Judging, criticising, disrespecting, rebelling against and questioning the authority of our spiritual leaders are one of those things that God hates. He hates it so much that in two separate cases with Moses (Numbers 12; Numbers 16) He responded with such great anger to avenge His servant. And if he did not hold those who did it then guiltless, He certainly will not hold those who do it now guiltless. 

God’s unchanging nature has been a source of joy and boast to His people; the consequence though is that what He hated then, He hates today.

God has laid it in in my heart to remind us all to ‘get away from the tents of Korah’ – a symbol of one who rises up and also stirs up others to disrespect, rebel against and question the authority of one appointed and ordained by God.

It is deeply saddening at the boldness with which Christian believers disrespect and speak rudely of one another and of their leaders. I have never found this attitude rampant in any other faith other than in Christianity. How is that we who claim to have God’s Holy Spirit dwelling in us are the ones who do such things knowing that the Holy Spirit can never, ever be the inspiration behind any act that displeases God the Father?

This is not a word for congregations alone – it is also one for the priesthood. With great humility, and definitely not presenting myself as one who is flawless, I ask that as priests we also ‘get away from the tents of Korah’.

I am not by any means saying that we cannot judge wrong acts – but even in that we must speak and handle such conversations respectfully. Jude 1:9 states:

“Yet Michael the archangel, in contending with the devil, when he disputed about the body of Moses, dared not bring against him a reviling accusation, but said, “The Lord rebuke you!”

How is it then that we, as members of God’s family, in dealing with one another are bold to bring “…reviling accusations…” against each other? 

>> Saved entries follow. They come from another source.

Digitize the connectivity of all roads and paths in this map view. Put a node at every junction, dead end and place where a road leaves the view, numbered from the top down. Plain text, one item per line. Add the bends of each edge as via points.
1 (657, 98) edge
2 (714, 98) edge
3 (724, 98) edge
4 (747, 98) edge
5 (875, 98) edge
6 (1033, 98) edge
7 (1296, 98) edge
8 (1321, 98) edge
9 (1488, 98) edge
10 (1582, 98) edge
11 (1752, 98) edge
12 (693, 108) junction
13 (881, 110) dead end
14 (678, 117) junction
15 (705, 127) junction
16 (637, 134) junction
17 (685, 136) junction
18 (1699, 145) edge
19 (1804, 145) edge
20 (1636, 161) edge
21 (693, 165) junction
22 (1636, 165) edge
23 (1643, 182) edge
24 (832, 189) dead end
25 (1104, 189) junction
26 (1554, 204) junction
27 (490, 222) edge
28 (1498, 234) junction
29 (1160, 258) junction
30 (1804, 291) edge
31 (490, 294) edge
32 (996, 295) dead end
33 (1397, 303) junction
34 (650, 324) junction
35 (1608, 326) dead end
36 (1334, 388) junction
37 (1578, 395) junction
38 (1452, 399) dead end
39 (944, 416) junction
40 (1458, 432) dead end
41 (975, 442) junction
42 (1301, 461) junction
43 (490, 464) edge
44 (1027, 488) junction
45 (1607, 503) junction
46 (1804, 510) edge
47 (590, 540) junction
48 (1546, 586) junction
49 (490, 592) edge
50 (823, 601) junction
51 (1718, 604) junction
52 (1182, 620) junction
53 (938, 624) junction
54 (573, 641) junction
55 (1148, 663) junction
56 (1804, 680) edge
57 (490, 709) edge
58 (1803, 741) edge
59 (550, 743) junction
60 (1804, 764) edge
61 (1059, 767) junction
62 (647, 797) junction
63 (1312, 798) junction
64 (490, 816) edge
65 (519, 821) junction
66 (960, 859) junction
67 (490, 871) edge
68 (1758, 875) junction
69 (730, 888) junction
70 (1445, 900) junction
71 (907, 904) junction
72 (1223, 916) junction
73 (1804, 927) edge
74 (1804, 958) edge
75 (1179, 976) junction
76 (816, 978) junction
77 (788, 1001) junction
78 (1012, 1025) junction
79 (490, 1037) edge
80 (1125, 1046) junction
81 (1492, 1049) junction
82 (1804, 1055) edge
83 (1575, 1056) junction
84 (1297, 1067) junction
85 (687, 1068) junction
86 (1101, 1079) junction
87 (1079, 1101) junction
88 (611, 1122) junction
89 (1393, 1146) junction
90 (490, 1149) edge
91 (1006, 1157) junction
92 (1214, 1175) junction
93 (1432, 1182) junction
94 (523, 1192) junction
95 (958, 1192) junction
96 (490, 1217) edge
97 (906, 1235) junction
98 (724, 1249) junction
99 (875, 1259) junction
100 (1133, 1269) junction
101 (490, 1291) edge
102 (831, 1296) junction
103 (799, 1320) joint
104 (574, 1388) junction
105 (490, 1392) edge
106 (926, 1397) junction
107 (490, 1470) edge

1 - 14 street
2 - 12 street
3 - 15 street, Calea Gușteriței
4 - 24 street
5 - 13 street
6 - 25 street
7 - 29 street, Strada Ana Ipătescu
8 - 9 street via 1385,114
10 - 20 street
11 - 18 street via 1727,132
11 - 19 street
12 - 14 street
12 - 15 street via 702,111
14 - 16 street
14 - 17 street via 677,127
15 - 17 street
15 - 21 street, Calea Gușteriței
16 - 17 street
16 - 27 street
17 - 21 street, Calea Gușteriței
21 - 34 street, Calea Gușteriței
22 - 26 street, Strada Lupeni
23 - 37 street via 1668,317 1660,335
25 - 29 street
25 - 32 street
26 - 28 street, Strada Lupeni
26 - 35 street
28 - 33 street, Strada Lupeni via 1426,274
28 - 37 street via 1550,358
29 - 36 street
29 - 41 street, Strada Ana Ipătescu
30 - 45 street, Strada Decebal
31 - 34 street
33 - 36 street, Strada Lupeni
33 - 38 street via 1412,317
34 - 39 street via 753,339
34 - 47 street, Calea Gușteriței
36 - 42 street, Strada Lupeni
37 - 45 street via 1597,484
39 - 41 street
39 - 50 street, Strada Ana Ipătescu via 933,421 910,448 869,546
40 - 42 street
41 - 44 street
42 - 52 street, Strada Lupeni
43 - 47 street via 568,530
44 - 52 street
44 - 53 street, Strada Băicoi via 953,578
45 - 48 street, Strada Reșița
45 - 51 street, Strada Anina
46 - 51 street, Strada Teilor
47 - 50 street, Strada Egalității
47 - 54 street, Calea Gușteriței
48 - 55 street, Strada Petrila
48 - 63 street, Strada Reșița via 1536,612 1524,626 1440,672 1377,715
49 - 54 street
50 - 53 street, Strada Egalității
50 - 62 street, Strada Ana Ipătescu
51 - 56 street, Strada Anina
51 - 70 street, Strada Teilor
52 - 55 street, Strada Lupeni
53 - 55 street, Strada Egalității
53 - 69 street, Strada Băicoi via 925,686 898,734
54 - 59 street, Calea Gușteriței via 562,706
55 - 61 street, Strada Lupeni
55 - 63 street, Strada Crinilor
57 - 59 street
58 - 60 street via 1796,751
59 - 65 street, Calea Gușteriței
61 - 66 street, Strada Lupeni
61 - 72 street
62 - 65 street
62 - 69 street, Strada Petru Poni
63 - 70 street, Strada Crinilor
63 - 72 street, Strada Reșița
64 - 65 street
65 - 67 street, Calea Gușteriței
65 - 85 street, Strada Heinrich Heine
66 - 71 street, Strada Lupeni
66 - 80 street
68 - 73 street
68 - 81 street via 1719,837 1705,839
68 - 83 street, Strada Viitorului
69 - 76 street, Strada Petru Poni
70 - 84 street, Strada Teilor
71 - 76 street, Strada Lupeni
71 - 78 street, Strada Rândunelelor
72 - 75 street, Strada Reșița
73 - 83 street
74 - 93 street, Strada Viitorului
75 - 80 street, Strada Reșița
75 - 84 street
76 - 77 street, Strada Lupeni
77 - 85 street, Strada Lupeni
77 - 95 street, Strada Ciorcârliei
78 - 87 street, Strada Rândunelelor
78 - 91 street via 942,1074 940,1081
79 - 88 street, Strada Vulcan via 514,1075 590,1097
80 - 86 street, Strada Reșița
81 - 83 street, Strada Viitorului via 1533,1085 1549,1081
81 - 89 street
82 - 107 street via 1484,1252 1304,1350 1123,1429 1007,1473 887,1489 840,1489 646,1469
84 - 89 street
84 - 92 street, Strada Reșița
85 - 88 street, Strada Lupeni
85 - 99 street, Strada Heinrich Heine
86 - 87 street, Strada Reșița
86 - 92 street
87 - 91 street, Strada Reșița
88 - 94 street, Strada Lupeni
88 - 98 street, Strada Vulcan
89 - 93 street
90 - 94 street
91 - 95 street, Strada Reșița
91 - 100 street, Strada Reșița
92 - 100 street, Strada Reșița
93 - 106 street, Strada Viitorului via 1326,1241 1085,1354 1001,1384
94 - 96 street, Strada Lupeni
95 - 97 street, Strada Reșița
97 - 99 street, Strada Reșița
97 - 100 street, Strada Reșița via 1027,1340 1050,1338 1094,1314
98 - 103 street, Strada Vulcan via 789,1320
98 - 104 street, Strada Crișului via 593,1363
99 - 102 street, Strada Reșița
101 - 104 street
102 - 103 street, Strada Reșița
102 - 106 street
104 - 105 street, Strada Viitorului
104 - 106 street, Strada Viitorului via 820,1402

And this is not only limited to public displays of  disrespect and dishonour but also of all that we say and do privately, after all, God whom we seek to please hears us whether we speak privately or publicly.

We must refrain from judging one another, but especially our spiritual leaders. Why? 

Firstly, God has commanded us in Matthew 7:1 not to judge others:

“Judge not, that you be not judged.

Secondly, other people’s life is not really our business. 1 Thessalonians 4:11 states:

“… that you also aspire to lead a quiet life, to mind your own business…” KJV

Most of us, including myself, have tons of issues of our own to walk through. Where on earth do we even find time to begin to asses other people’s lives, erroneously concluding that we know how best their lives should be lived? 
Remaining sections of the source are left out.